D’altre parte - anche se, in ambito LAVS, l’affiliazione di un assicurato non lo qualifica definitivamente, in quanto lo scopo principale dell’affiliazione è quello di assicurare la persona che esercita un’attività lucrativa e non di qualificarne lo stato professionale definitivamente (STCA 30.2008.45 del 13 gennaio 2009, consid. 6) - non ci si può tuttavia neppure esimere dal rilevare che anche la Cassa di compensazione è giunta alla medesima conclusione di questa Corte in relazione alla citata attività lucrativa. Va inoltre ricordato che la circostanza che TERZ 1 ha concluso nel 2012 una polizza di assicurazione infortuni facoltativa presso la __________ (doc. 83) è ininfluente ai fini del giudizio, in quanto la copertura assicurativa obbligatoria, come nel caso di specie, presso l’CO 1 non può essere sostituita né da una convenzione individuale né dalla stipula di un’assicurazione privata contro gli infortuni.
Da ultimo, per quanto concerne l’argomentazione che l’assicurato è iscritto al Registro di Commercio del Cantone Ticino ed è assoggettato all’IVA, ciò che confermerebbe la sua indipendenza, va qui rilevato che tale iscrizione rileva solamente che l’interessato è indipendente dal profilo del diritto civile; tuttavia, nell'ambito del diritto delle assicurazioni sociali questa indipendenza deve essere ritenuta solo come un indizio (RCC 1986 pag. 126 consid. 2b). Essa non muta infatti la natura dei rapporti esistenti tra la ditta ricorrente e TERZ 1, siccome di rilievo appaiono i contorni precisi della sua attività di management in senso lato per la RI 1. L’iscrizione a registro di commercio non impedisce infatti al Tribunale di analizzare in concreto l’attività svolta in un preciso contesto e quindi di ritenere una determinata attività esercitata quale dipendente. In casu, come ampiamente visto, l’attività di management in senso lato svolta da TERZ 1 per la RI 1 deve essere qualificata come dipendente. L’iscrizione a registro di commercio permette comunque all'assicurato di esercitare l’attività (indipendente) di noleggio di macchine e lavatrici (in stabili a reddito).
2.10. Sulla scorta delle considerazioni che precedono, questo Tribunale giunge alla conclusione che, per l’attività di management in senso lato svolta, TERZ 1 deve essere considerato come un dipendente di RI 1.

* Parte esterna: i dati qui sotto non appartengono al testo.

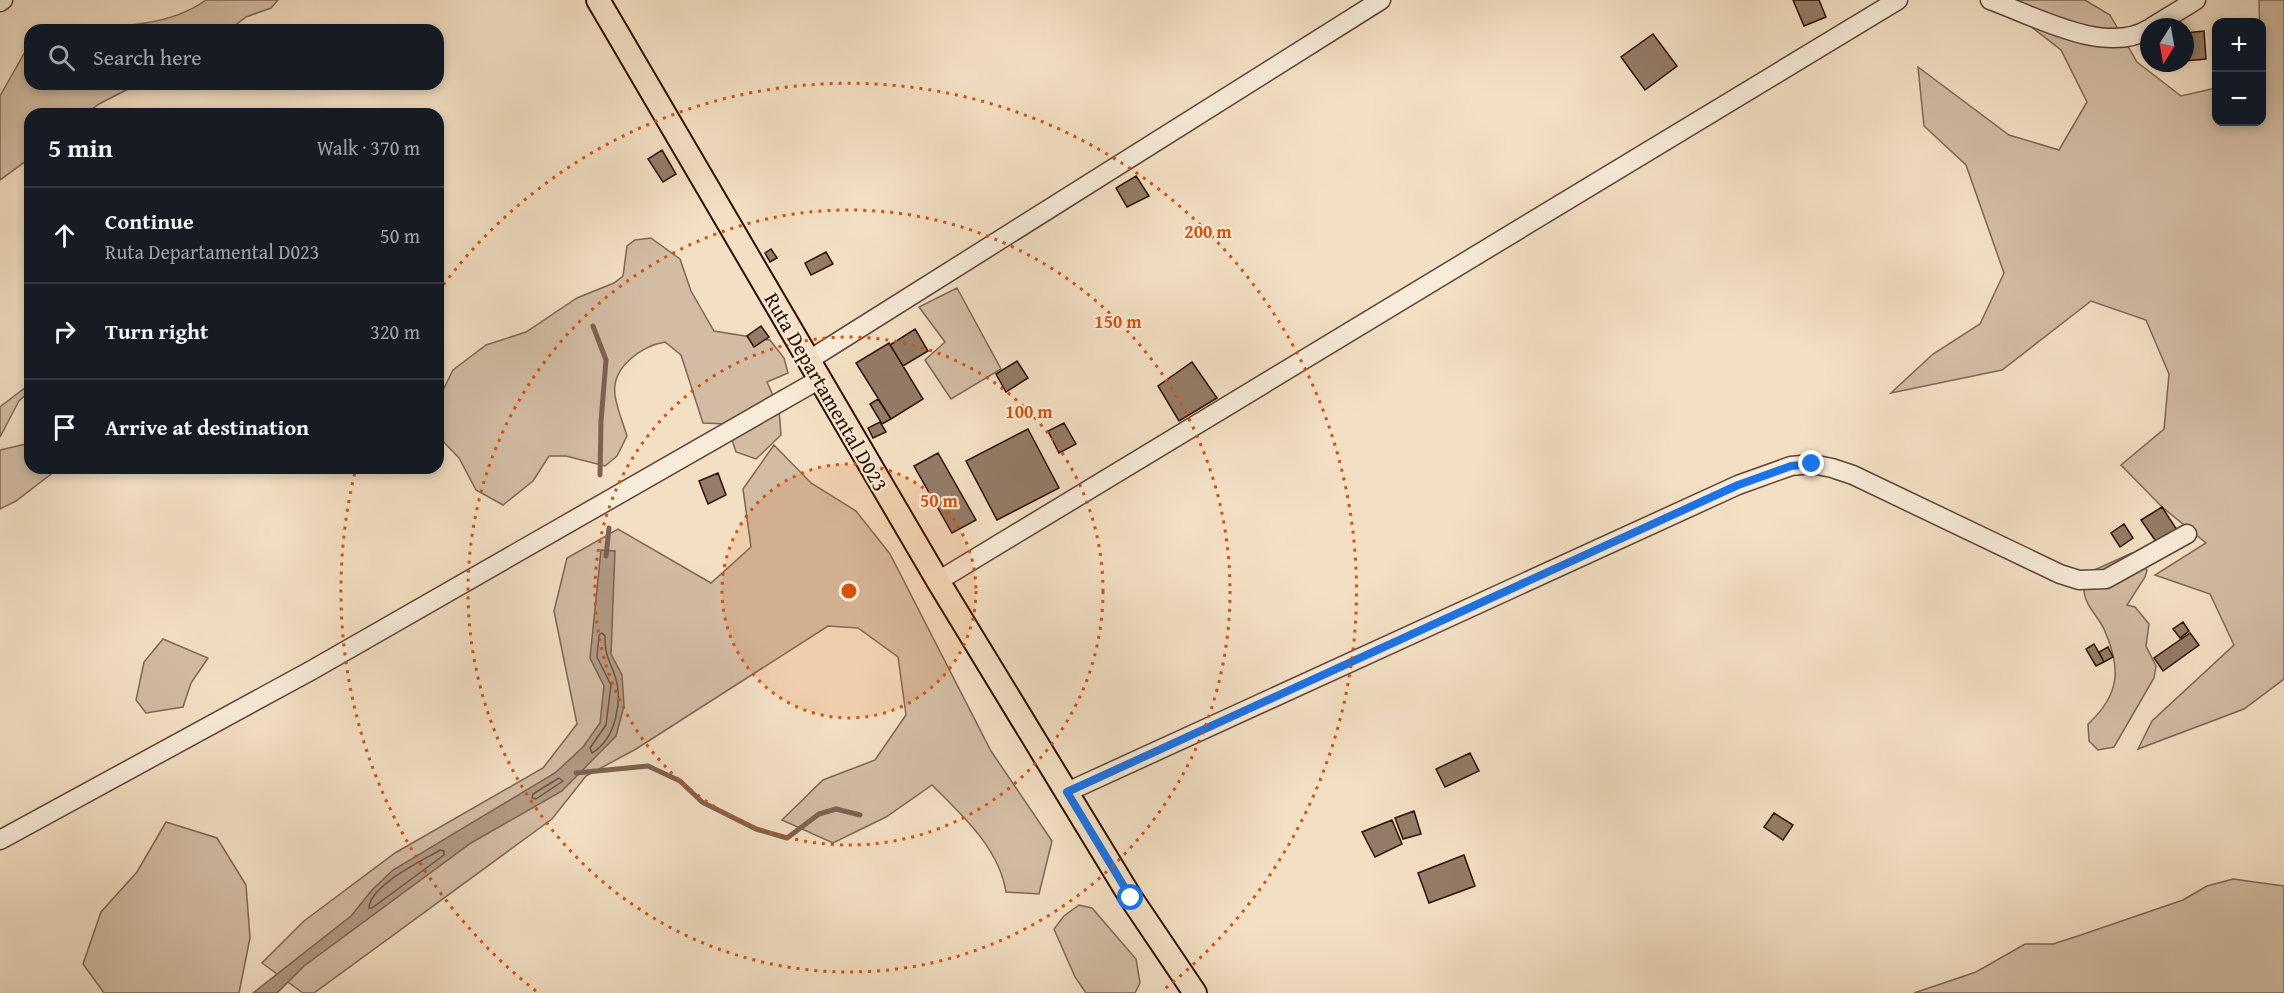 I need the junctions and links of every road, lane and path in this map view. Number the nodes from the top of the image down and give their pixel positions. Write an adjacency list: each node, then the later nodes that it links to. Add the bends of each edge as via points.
1 (598, 0): 8 (main road, Ruta Departamental D023)
2 (1381, 0): 8 (street)
3 (1898, 0): 10 (street)
4 (1990, 0): 7 (street, via 2097,39 2130,39)
5 (2196, 0): 6 (street)
6 (2167, 18)
7 (2140, 34)
8 (814, 370): 10 (main road, Ruta Departamental D023); 12 (street, via 312,670)
9 (2187, 534): 11 (street, via 2106,579 2079,580 1853,475 1812,464 1791,466 1738,485)
10 (938, 581): 11 (main road, Ruta Departamental D023)
11 (1067, 792): 13 (main road, Ruta Departamental D023)
12 (0, 840)
13 (1195, 993) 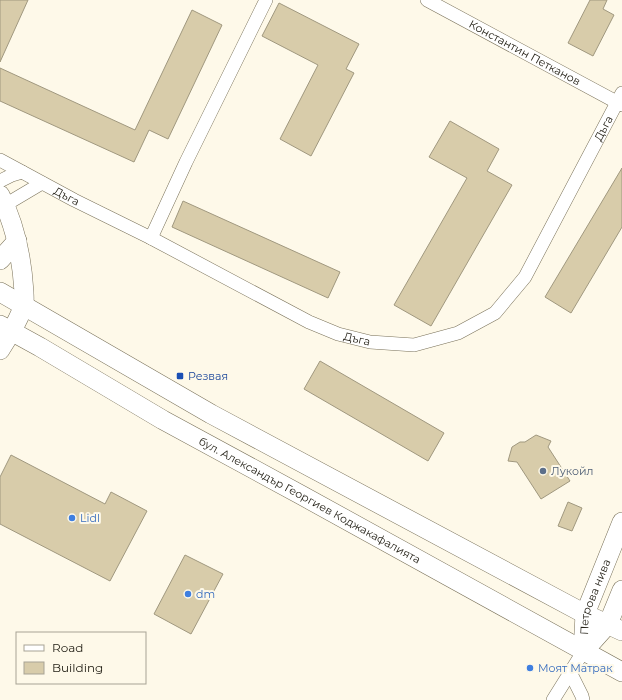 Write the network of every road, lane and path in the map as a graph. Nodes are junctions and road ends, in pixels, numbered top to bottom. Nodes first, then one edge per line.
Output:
1 (266, 0) edge
2 (427, 0) edge
3 (451, 6) edge
4 (620, 100) edge
5 (0, 160) edge
6 (22, 172) junction
7 (0, 181) edge
8 (42, 183) junction
9 (3, 200) edge
10 (151, 238) junction
11 (17, 241) junction
12 (0, 260) edge
13 (0, 292) edge
14 (24, 306) junction
15 (6, 328) edge
16 (0, 350) edge
17 (622, 522) edge
18 (622, 590) edge
19 (585, 614) junction
20 (615, 627) edge
21 (582, 652) junction
22 (570, 672) junction
23 (622, 672) edge
24 (553, 700) edge
25 (583, 700) edge

1 - 10 street
2 - 3 street, Константин Петканов
3 - 4 street, Константин Петканов
4 - 10 street, Дъга
5 - 6 street, Дъга
6 - 7 street
6 - 8 street, Дъга
8 - 9 street
8 - 10 street, Дъга
9 - 11 main road
11 - 12 main road
11 - 14 main road
13 - 14 main road
14 - 15 main road
14 - 19 main road
15 - 16 main road
15 - 21 main road, бул. Александър Георгиев Коджакафалията
17 - 19 main road, Петрова нива
18 - 20 main road, Петрова нива
19 - 20 main road
19 - 21 main road, Петрова нива
20 - 21 main road, Петрова нива
21 - 22 street, Петрова нива
21 - 23 main road, бул. Александър Георгиев Коджакафалията
22 - 24 street, Петрова нива
22 - 25 street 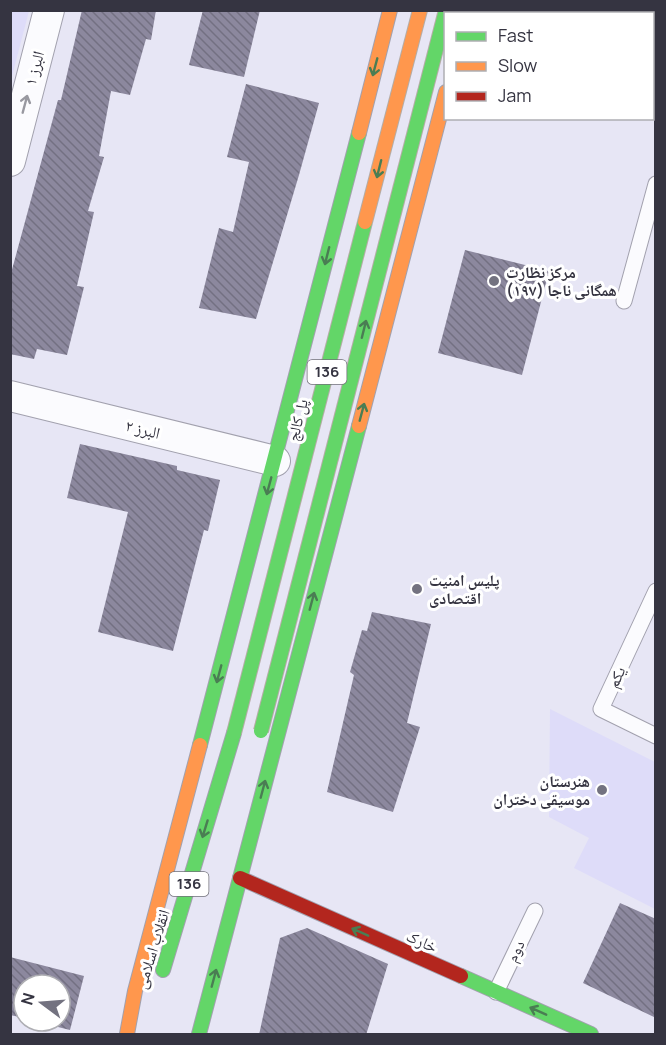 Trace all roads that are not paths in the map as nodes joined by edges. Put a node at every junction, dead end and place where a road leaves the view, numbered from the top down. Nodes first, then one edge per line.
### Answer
1 (50, 10) edge
2 (390, 10) edge
3 (420, 10) edge
4 (444, 18) edge
5 (444, 99) edge
6 (352, 153) junction
7 (428, 159) junction
8 (10, 161) edge
9 (656, 184) edge
10 (624, 301) dead end
11 (10, 396) edge
12 (275, 461) junction
13 (656, 591) edge
14 (234, 733) joint
15 (656, 736) edge
16 (259, 737) dead end
17 (240, 878) junction
18 (535, 911) dead end
19 (158, 987) dead end
20 (496, 992) junction
21 (573, 1031) edge
22 (127, 1035) edge
23 (199, 1035) edge
24 (591, 1035) edge

8 -> 1 street, البرز ۱
2 -> 6 main road
3 -> 14 main road, پل کالج / 136, bridge
16 -> 4 main road, 136, bridge
5 - 7 main road
6 - 7 main road
6 -> 12 main road
17 -> 7 main road
9 - 10 lane
11 - 12 street, البرز ۲
12 -> 22 main road
13 - 15 lane, یکم
14 -> 19 main road, انقلاب اسلامی / 136
20 -> 17 main road, خارک
23 -> 17 main road
18 - 20 lane, دوم
21 -> 20 main road, خارک
21 - 24 main road, خارک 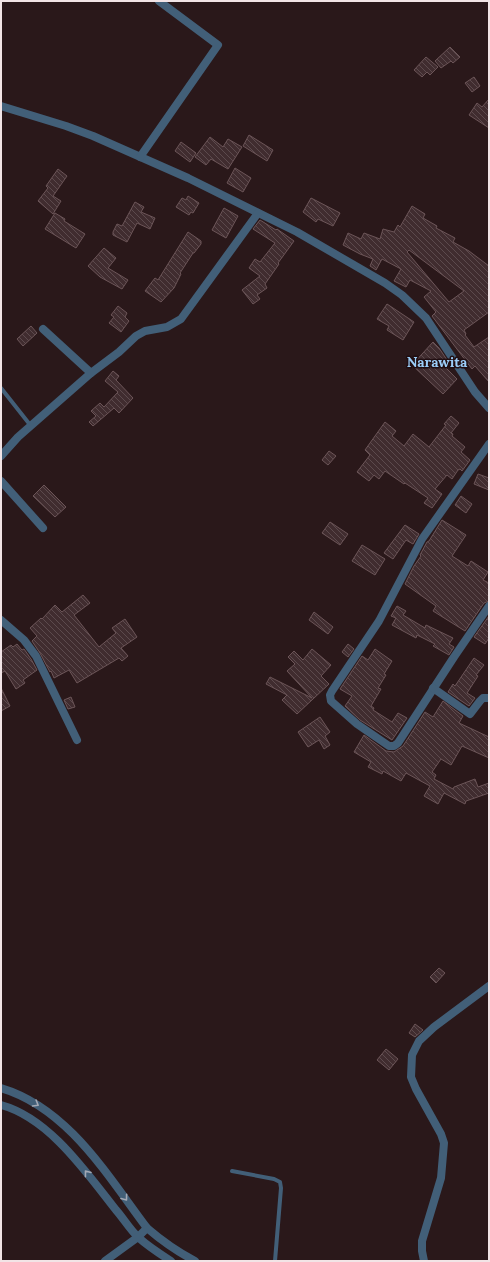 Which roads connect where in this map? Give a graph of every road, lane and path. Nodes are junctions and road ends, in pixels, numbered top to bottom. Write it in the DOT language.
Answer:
graph roads {
  1 [pos="159,1"];
  2 [pos="1,106"];
  3 [pos="140,157"];
  4 [pos="258,213"];
  5 [pos="42,329"];
  6 [pos="92,373"];
  7 [pos="1,388"];
  8 [pos="489,408"];
  9 [pos="31,426"];
  10 [pos="489,444"];
  11 [pos="1,456"];
  12 [pos="1,481"];
  13 [pos="43,528"];
  14 [pos="489,606"];
  15 [pos="1,620"];
  16 [pos="433,688"];
  17 [pos="489,698"];
  18 [pos="77,740"];
  19 [pos="489,986"];
  20 [pos="1,1088"];
  21 [pos="1,1104"];
  22 [pos="232,1171"];
  23 [pos="147,1228"];
  24 [pos="138,1237"];
  25 [pos="105,1261"];
  26 [pos="171,1261"];
  27 [pos="195,1261"];
  28 [pos="275,1261"];
  29 [pos="424,1261"];
  1 -- 3 [label="street"];
  2 -- 3 [label="street"];
  3 -- 4 [label="street"];
  4 -- 6 [label="street"];
  4 -- 8 [label="street"];
  5 -- 6 [label="street"];
  6 -- 9 [label="street"];
  7 -- 9 [label="lane"];
  9 -- 11 [label="street"];
  10 -- 16 [label="street"];
  12 -- 13 [label="street"];
  14 -- 16 [label="street"];
  15 -- 18 [label="street"];
  16 -- 17 [label="street"];
  19 -- 29 [label="street"];
  20 -- 23 [label="street, one-way"];
  24 -- 21 [label="street, one-way"];
  22 -- 28 [label="lane"];
  23 -- 24 [label="street"];
  23 -- 27 [label="street"];
  24 -- 25 [label="street"];
  24 -- 26 [label="street"];
} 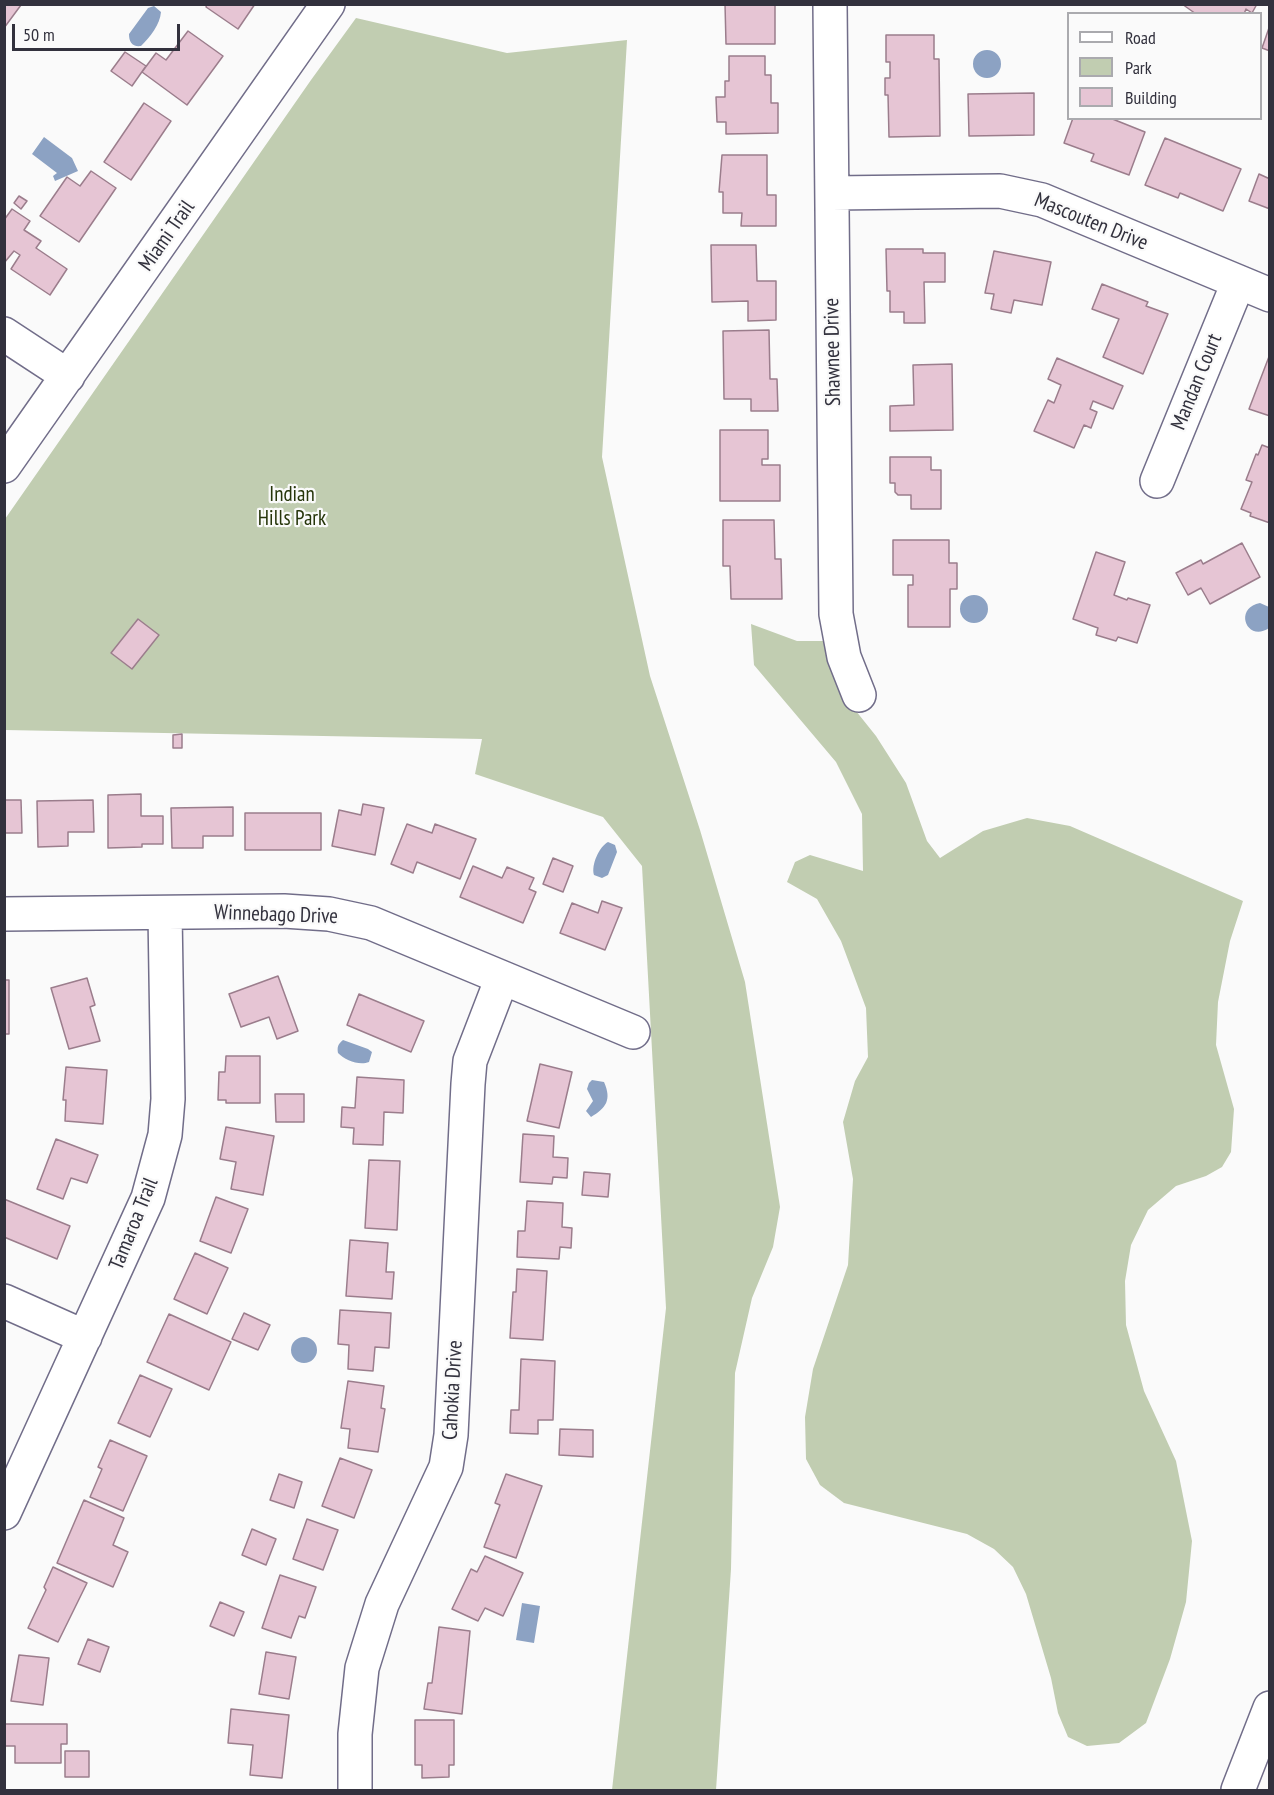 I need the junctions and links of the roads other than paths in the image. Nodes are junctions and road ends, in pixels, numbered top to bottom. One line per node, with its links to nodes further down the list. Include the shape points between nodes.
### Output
1 (328, 4): 7 (street, Miami Trail)
2 (830, 4): 3 (street, Shawnee Drive)
3 (832, 193): 4 (street, Mascouten Drive, via 1000,191 1042,200); 10 (street, Shawnee Drive, via 836,614 844,657)
4 (1238, 283): 5 (street, Mascouten Drive); 9 (street, Mandan Court)
5 (1269, 295)
6 (4, 334): 7 (street)
7 (68, 376): 8 (street, Miami Trail)
8 (4, 466)
9 (1156, 481)
10 (859, 695)
11 (165, 913): 12 (street, Winnebago Drive); 13 (street, Winnebago Drive, via 329,914 371,923); 16 (street, Tamaroa Trail, via 165,1135 148,1198)
12 (4, 914)
13 (502, 978): 14 (street, Winnebago Drive); 19 (street, Cahokia Drive, via 471,1061 468,1084 452,1435 446,1467 371,1634 358,1695)
14 (633, 1032)
15 (4, 1301): 16 (street)
16 (85, 1337): 17 (street, Tamaroa Trail)
17 (4, 1513)
18 (1269, 1708): 20 (street)
19 (356, 1791)
20 (1238, 1791)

Ritenuto inoltre che gli importi ripresi dall’amministrazione non sono stati contestati né dalla RI 1 né da TERZ 1, la decisione su opposizione impugnata deve essere confermata.
Di conseguenza, il ricorso presentato dalla RI 1 deve essere integralmente respinto.
Per questi motivi
dichiara e pronuncia
Il ricorso è respinto.
Non si percepisce tassa di giustizia, mentre le spese sono poste a carico dello Stato.
Comunicazione agli interessati i quali possono impugnare il presente giudizio con ricorso in materia di diritto pubblico al Tribunale federale, Schweizerhofquai 6, 6004 Lucerna, entro 30 giorni dalla comunicazione. L'atto di ricorso, in 3 esemplari, deve indicare quale decisione è chiesta invece di quella impugnata, contenere una breve motivazione, e recare la firma del ricorrente o del suo rappresentante. Al ricorso dovrà essere allegata la decisione impugnata e la busta in cui il ricorrente l'ha ricevuta.